In mei 1981 beslisten drie jonge bedienden een reis te ondernemen van Santander naar Almería, om de Eerste Communie bij te wonen van Francisco Javier, de kleinere broer van Juan Mañas,geboren te Pechina (Almería).

Een anonieme briefschrijver, die onthult dat hij nog altijd Guardia Civil is (1984), maar geen moordenaar, legt aan de familie Mañas uit onder welke omstandigheden hun zoon en zijn vrienden afgeslacht werden.

“Zij brachten hen over naar de oude kazerne van Casafuerte, waar ze “verhoord” werden.

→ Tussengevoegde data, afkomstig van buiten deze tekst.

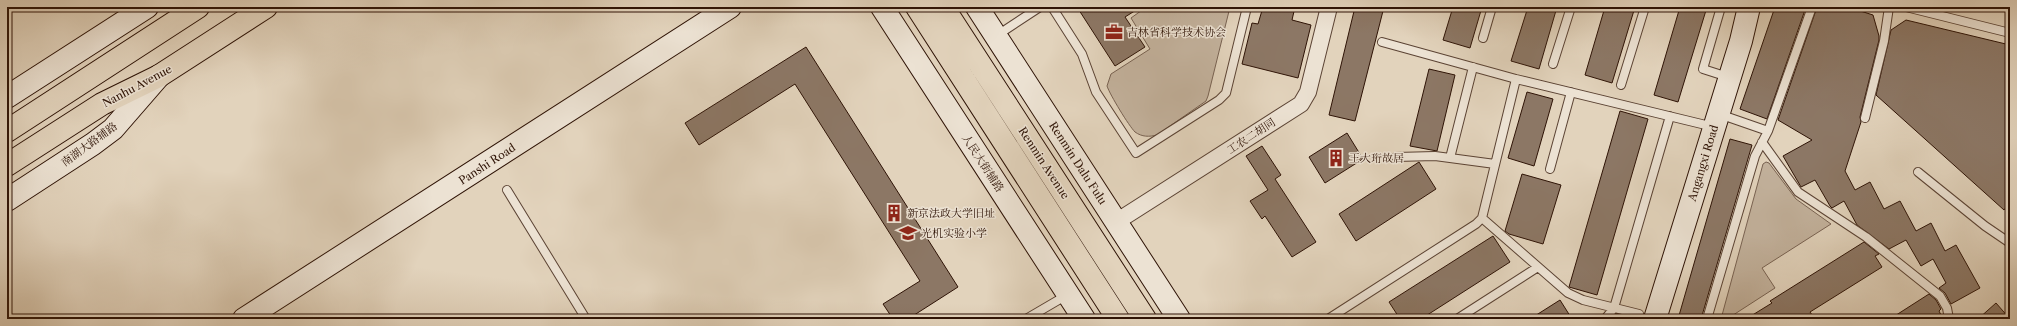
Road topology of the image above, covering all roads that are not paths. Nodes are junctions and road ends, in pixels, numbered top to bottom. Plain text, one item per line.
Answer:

Maar onmiddellijk greep Castillo Quero in door te stellen dat zij rijp waren voor de garrote, de wurgpaal, en hij vroeg vrijwilligers. Noot: De garrote, die niet meer gebruikt wordt sinds 1974, is hier een beeldspraak om te zeggen: “Wij gaan ze eens goed onder handen nemen (folteren)”.

Bij de vrijwilligers behoorden J.M, van de informatiedienst van de Guardia Civil, sergeant C., guardia P, guardia F. Deze drie laatsten waren de moordenaars van jullie zoon. Geen enkele van hen werd berecht en veroordeeld door de Audiencia de Almería als materiele daders van de moorden. Bij het begin werden forse slagen uitgedeeld, vooral door sergeant C., zo erg dat ze meermaals het bewustzijn verloren. Dan werden ze vreselijk toegetakeld door allerlei folterpraktijken. Dan werden ze één voor één met een pistoolschot afgemaakt. Castillo Quero beval hen in oude dekens te wikkelen en op de achterbank van de Ford Fiesta te gooien. Dan moesten ze naar een plaats overgebracht worden, waar niemand hen kon zien, zodat de wagen in brand kon gestoken worden om de mishandelingen te verdoezelen.”

Ook het verhaal van het gestolen geld om benzine te kopen, werd uit de doeken gedaan.

Slachtoffers van het terrorisme

De familie Mañas heeft verscheidene malen geprobeerd om hun zoon en zijn vrienden te laten erkennen als slachtoffer van het terrorisme, maar altijd kregen zij een oorverdovend stilzwijgen van de organismen die slachtoffers vertegenwoordigen. Meer dan 20 jaar hebben ze hiervoor geijverd. (Er is een geval bekend van een persoon, ik laat open tot welke partij hij behoorde, die een fatale hartaanval kreeg tijdens een of andere betoging van Batasuna en een paar dagen al erkend werd als slachtoffer van het terrorisme. Als het maar geld opbrengt.)

Ook van de alomtegenwoordige AVT-Asociación Víctimas del Terrorismo (mantelorganisatie van de Partido Popular) kregen zij noch steun, noch medeleven. Je kunt toch moeilijk de verdienstelijken of de Benemérita of de Guardia Civil of de redders van het vaderland, terroristen noemen.